Where there’s a will, there’s a way

A recent Supreme Court Decision has demonstrated that when there is a will that does not allow for the “proper maintenance, education or advancement in life” of eligible persons ie family members, the Court will make an order for provision out of the estate of the deceased to do so.

This case involved three applications made for provisions under s 59 of the Succession Act, submitted by late John Raymond Selwood’s (the Deceased) daughters regarding the Deceased’s will dated 23 March 1984.

The Deceased’s will left his estate as follows:

I REVOKE all prior Wills and I APPOINT my wife THELMA EILEEN SELWOOD sole Executor of this my Will AND I GIVE DEVISE AND BEQUEATH the whole of my property, both real and personal of whatsoever nature and wheresoever situate to my said wife for her own use and benefit PROVIDED THAT she survives me for a period of One (1) calendar month from the date of my death and in the event of my wife not so surviving me as aforesaid then I APPOINT my son, GARRY JOHN SELWOOD sole Executor of this my Will and I GIVE DEVISE AND BEQUEATH the whole of my property as aforesaid, to my said son for his own use and benefit and in the event of my son predeceasing me THEN I APPOINT my daughters VICKI PAULINE SELWOOD and SUSAN CHRISTINE SELWOOD Executrices of this my will and I GIVE DEVISE AND BEQUEATH the whole of my property as aforesaid, to my said daughters in equal shares as tenants in common for their own use and benefit absolutely.

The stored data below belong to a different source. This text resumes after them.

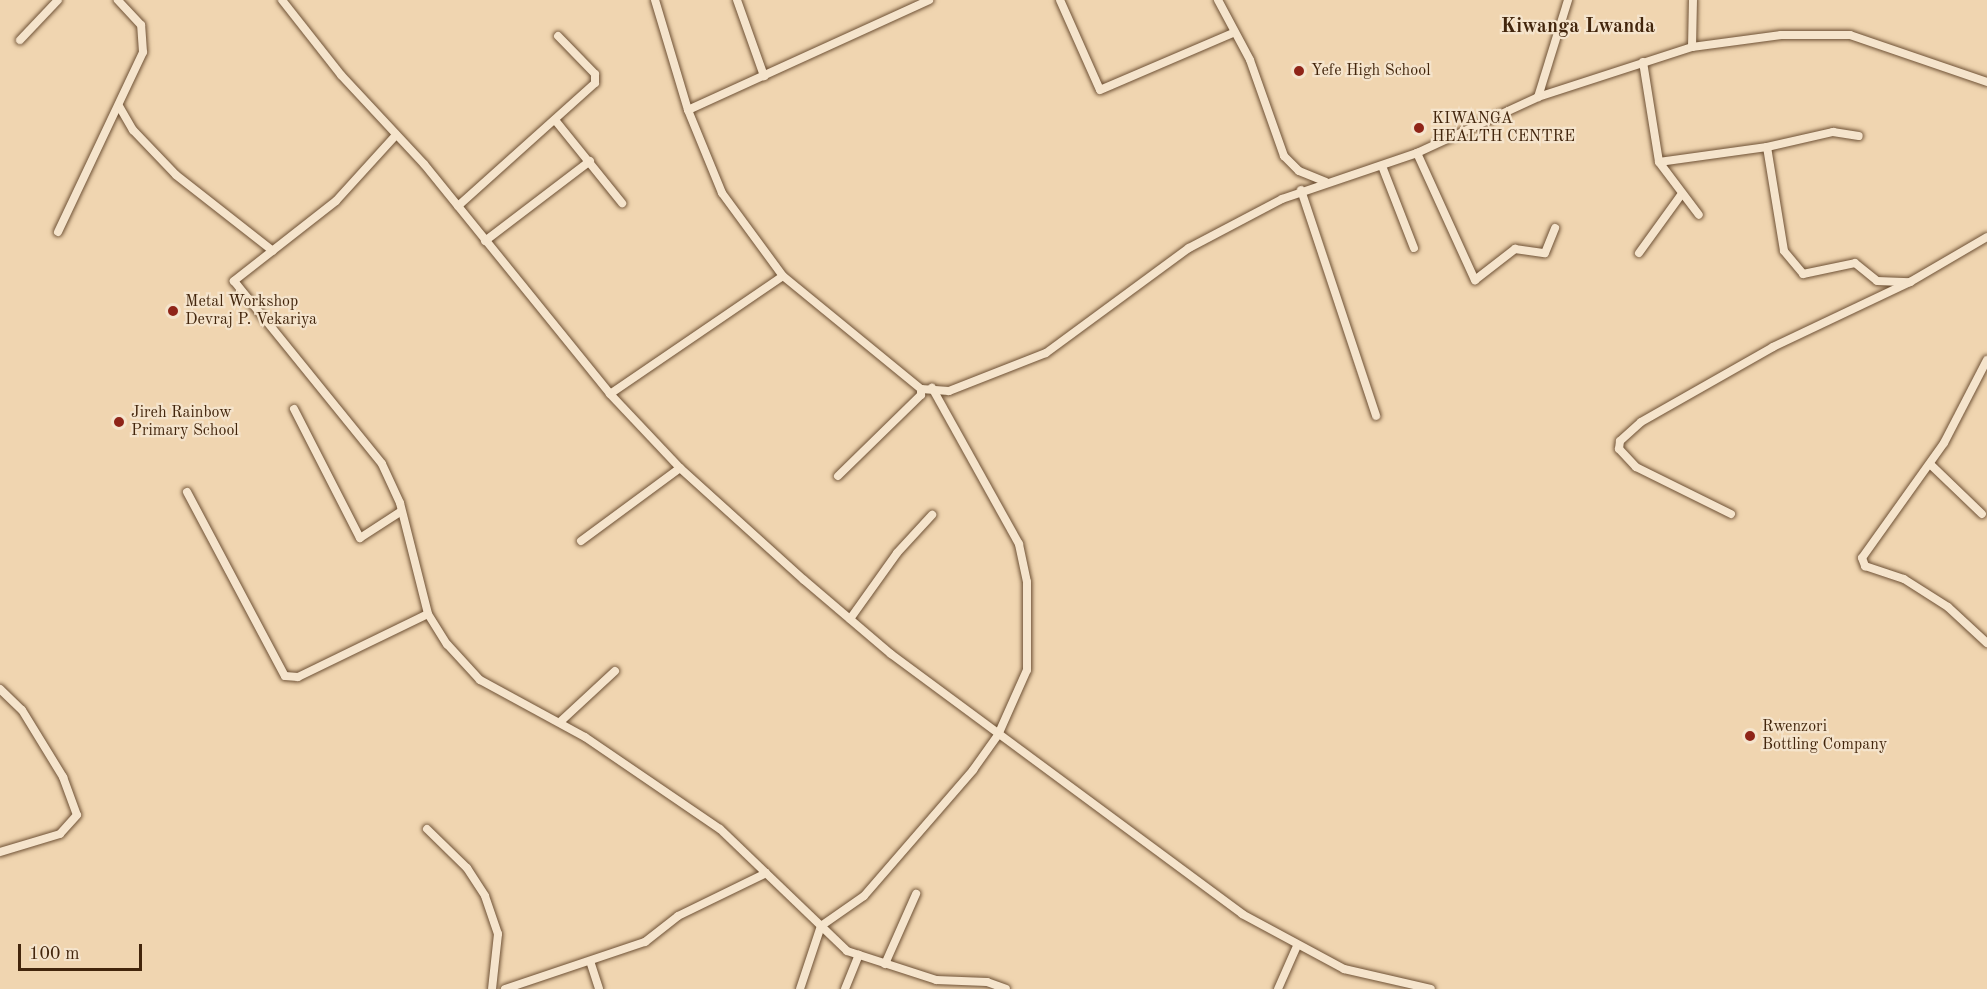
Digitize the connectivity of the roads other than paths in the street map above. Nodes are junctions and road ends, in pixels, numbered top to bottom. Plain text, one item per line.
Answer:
1 (58, 0) edge
2 (118, 0) edge
3 (282, 0) edge
4 (654, 0) edge
5 (737, 0) edge
6 (1060, 0) edge
7 (1218, 0) edge
8 (1568, 0) edge
9 (1693, 0) edge
10 (924, 1) edge
11 (1233, 33) junction
12 (558, 36) dead end
13 (20, 40) dead end
14 (1692, 47) junction
15 (1643, 62) junction
16 (764, 76) junction
17 (1987, 82) edge
18 (1538, 97) junction
19 (118, 106) junction
20 (688, 110) junction
21 (555, 120) junction
22 (396, 135) junction
23 (1859, 136) dead end
24 (1767, 147) junction
25 (1417, 153) junction
26 (590, 161) junction
27 (1659, 162) junction
28 (1382, 166) junction
29 (1326, 182) junction
30 (1301, 190) junction
31 (1681, 195) junction
32 (622, 203) dead end
33 (458, 206) junction
34 (1699, 214) dead end
35 (1555, 228) dead end
36 (58, 232) dead end
37 (1987, 237) edge
38 (486, 241) junction
39 (1414, 248) dead end
40 (273, 251) junction
41 (1639, 253) dead end
42 (783, 276) junction
43 (1910, 282) junction
44 (1987, 360) edge
45 (932, 388) junction
46 (921, 389) junction
47 (610, 394) junction
48 (294, 409) dead end
49 (1376, 416) dead end
50 (1930, 464) junction
51 (680, 468) junction
52 (838, 476) dead end
53 (187, 492) dead end
54 (400, 512) junction
55 (1731, 514) dead end
56 (1982, 514) dead end
57 (932, 516) dead end
58 (581, 541) dead end
59 (428, 614) junction
60 (850, 619) junction
61 (1987, 643) edge
62 (615, 671) dead end
63 (0, 689) edge
64 (560, 722) junction
65 (998, 735) junction
66 (427, 829) dead end
67 (0, 852) edge
68 (765, 873) junction
69 (916, 894) dead end
70 (821, 926) junction
71 (1297, 946) junction
72 (859, 955) junction
73 (591, 964) junction
74 (885, 964) junction
75 (492, 989) edge
76 (505, 989) edge
77 (599, 989) edge
78 (800, 989) edge
79 (845, 989) edge
80 (1006, 989) edge
81 (1278, 989) edge
82 (1431, 989) edge

1 - 13 street
2 - 19 street
3 - 22 street
4 - 20 street
5 - 16 street
6 - 11 street
7 - 11 street
8 - 18 street
9 - 14 street
10 - 16 street
11 - 29 street
12 - 21 street
14 - 15 street
14 - 17 street
15 - 18 street
15 - 27 street
16 - 20 street
18 - 25 street
19 - 36 street
19 - 40 street
20 - 42 street
21 - 26 street
21 - 33 street
22 - 33 street
22 - 40 street
23 - 24 street
24 - 27 street
24 - 43 street
25 - 28 street
25 - 35 street
26 - 32 street
26 - 38 street
27 - 31 street
28 - 29 street
28 - 39 street
29 - 30 street
30 - 45 street
30 - 49 street
31 - 34 street
31 - 41 street
33 - 38 street
37 - 43 street
38 - 47 street
40 - 54 street
42 - 46 street
42 - 47 street
43 - 55 street
44 - 50 street
45 - 46 street
45 - 65 street
46 - 52 street
47 - 51 street
48 - 54 street
50 - 56 street
50 - 61 street
51 - 58 street
51 - 60 street
53 - 59 street
54 - 59 street
57 - 60 street
59 - 64 street
60 - 65 street
62 - 64 street
63 - 67 street
64 - 68 street
65 - 70 street
65 - 71 street
66 - 75 street
68 - 70 street
68 - 73 street
69 - 74 street
70 - 72 street
70 - 78 street
71 - 81 street
71 - 82 street
72 - 74 street
72 - 79 street
73 - 76 street
73 - 77 street
74 - 80 street

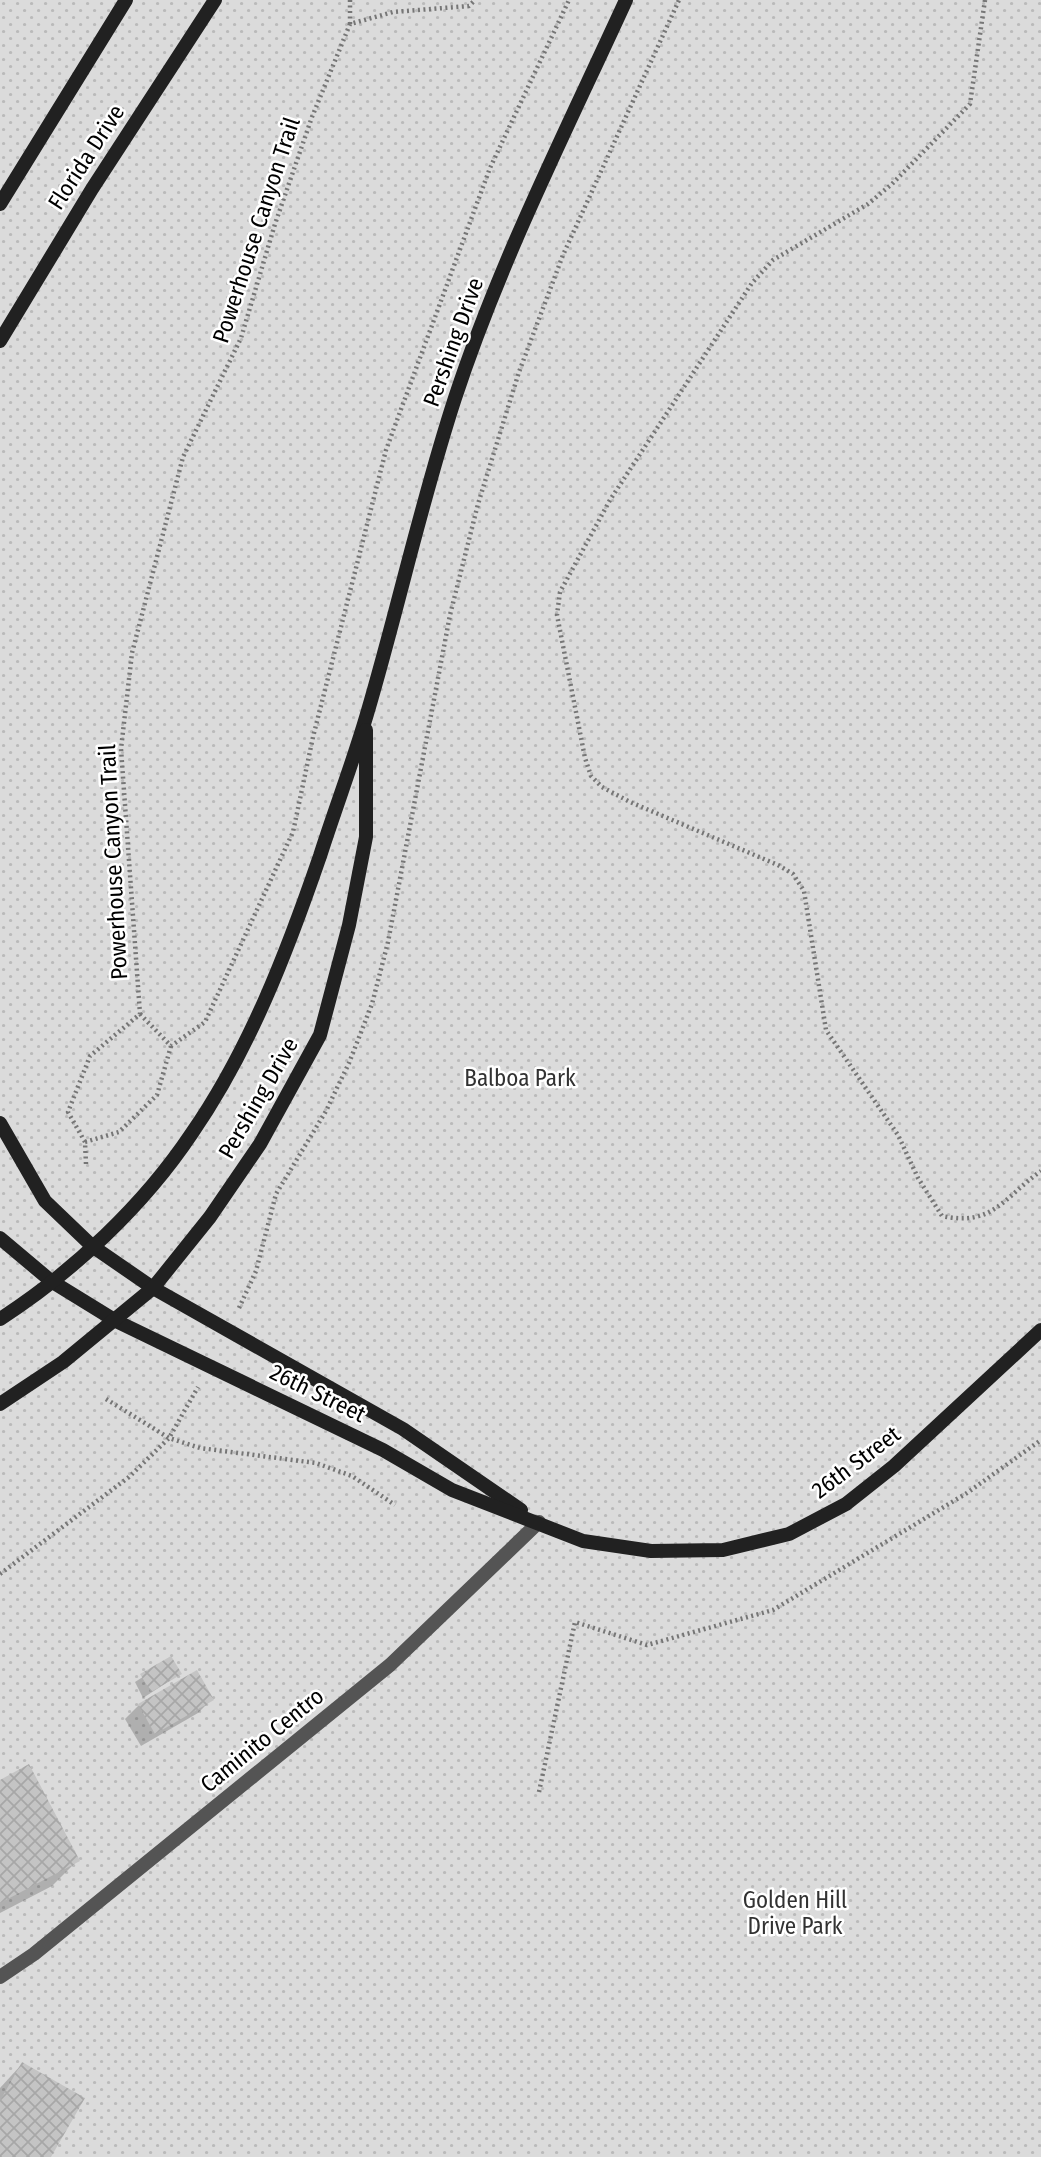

The controversies regarding the Deceased’s will was that it left his entire estate to his only son Gary and was made more than 37 years before his death.

The value of the deceased’s distributable estate was approximately $3.15 million, this included a farming property called Hillcrest, funds in a solicitor’s trust account from the sale of a neighbouring property called Leighton, money in bank accounts and two motor vehicles.

The issue for the court to consider was whether factors warranted making orders for provision in favour of the three adult daughters of the deceased.

The Court agreed with the daughters that the Deceased’s will did not make adequate provision for their proper maintenance, education or advancement in life.

Orders were made for lump sum payments to the daughters, with costs to be paid from the estate and directives for the payments to be made within a three-month timeframe, failing which the sale of Hillcrest was ordered.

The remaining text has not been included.